**DESCRIPTION OF THE TASK:** Read through the entries below and return each line with the word "西名阪自動車道".

-- DATA TO PROCESS follows --

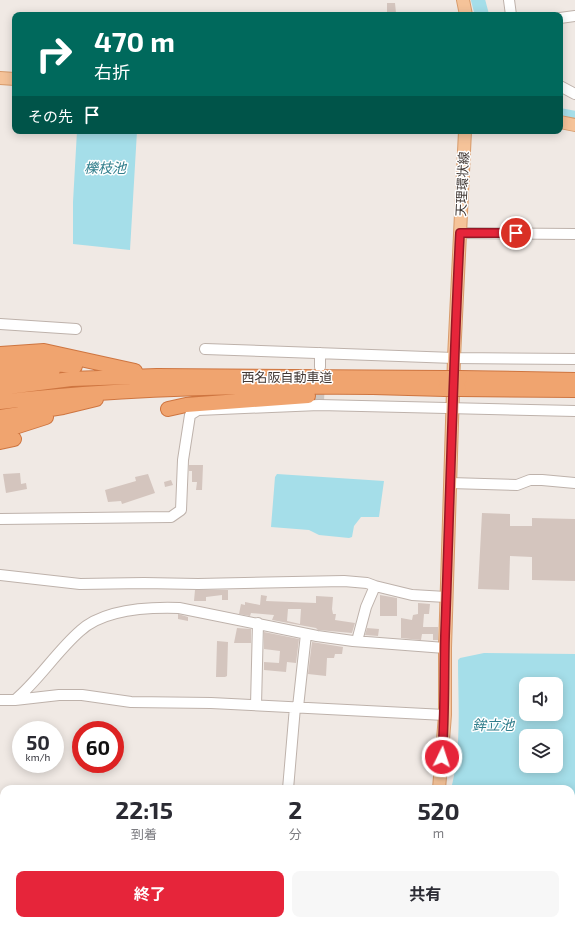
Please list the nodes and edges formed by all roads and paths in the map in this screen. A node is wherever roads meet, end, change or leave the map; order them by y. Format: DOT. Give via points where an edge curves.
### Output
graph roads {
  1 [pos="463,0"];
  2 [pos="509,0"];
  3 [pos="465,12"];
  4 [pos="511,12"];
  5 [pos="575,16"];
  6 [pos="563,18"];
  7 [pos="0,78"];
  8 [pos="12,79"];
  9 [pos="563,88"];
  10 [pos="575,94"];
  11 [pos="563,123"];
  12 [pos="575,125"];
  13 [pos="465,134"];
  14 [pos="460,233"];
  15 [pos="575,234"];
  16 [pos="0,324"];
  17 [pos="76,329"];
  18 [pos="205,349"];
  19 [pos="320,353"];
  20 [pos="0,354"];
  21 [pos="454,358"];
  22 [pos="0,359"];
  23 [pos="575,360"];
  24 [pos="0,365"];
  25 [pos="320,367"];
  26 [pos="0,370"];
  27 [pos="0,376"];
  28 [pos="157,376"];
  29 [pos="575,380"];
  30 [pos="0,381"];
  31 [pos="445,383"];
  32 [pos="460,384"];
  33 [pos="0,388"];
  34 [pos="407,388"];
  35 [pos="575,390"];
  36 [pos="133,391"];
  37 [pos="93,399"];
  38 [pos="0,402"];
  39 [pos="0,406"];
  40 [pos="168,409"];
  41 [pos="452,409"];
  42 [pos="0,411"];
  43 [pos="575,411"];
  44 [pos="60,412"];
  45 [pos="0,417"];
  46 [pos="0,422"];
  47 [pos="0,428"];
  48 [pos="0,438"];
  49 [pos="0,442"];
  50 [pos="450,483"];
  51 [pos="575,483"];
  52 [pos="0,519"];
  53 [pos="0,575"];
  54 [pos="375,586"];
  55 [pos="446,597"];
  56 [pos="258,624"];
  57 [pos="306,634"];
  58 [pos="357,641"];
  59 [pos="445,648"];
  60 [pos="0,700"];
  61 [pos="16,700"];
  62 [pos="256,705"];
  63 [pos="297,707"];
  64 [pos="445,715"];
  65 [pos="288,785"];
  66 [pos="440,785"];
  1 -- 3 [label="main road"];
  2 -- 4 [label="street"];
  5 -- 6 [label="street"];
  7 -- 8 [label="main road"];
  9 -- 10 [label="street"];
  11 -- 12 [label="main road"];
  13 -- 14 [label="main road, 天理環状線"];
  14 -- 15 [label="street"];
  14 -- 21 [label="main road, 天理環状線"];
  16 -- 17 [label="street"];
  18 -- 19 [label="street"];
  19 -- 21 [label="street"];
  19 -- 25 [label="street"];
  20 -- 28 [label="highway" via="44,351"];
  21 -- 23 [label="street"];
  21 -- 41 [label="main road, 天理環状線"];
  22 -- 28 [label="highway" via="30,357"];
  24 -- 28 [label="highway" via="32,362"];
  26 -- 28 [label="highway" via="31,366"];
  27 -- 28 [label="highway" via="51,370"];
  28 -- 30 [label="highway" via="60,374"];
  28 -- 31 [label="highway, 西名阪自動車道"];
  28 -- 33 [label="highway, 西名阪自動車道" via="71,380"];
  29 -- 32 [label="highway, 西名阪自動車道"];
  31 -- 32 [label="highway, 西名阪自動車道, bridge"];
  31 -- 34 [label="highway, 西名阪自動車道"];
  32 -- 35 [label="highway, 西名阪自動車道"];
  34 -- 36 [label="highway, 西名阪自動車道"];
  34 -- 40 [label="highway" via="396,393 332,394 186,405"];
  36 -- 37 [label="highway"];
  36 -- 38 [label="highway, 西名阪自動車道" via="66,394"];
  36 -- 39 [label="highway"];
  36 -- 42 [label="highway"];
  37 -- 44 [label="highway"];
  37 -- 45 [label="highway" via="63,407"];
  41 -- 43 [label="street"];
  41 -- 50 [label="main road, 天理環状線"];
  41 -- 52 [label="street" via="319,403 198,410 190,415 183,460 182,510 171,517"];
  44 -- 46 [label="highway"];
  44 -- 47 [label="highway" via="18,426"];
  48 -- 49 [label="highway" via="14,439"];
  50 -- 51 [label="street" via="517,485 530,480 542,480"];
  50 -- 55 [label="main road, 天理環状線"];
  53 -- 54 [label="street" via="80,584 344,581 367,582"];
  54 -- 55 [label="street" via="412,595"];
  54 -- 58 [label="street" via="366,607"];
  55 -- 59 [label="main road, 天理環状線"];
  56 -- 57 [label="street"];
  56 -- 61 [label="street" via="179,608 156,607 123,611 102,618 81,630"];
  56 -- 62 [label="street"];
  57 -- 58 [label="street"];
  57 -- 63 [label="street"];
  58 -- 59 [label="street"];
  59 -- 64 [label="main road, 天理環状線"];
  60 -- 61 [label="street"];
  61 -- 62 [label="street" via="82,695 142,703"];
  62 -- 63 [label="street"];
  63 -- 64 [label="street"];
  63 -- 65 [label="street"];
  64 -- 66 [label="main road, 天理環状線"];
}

-- DATA TO PROCESS concluded --

**RESULT FOR THIS TASK:**
  28 -- 31 [label="highway, 西名阪自動車道"];
  28 -- 33 [label="highway, 西名阪自動車道" via="71,380"];
  29 -- 32 [label="highway, 西名阪自動車道"];
  31 -- 32 [label="highway, 西名阪自動車道, bridge"];
  31 -- 34 [label="highway, 西名阪自動車道"];
  32 -- 35 [label="highway, 西名阪自動車道"];
  34 -- 36 [label="highway, 西名阪自動車道"];
  36 -- 38 [label="highway, 西名阪自動車道" via="66,394"];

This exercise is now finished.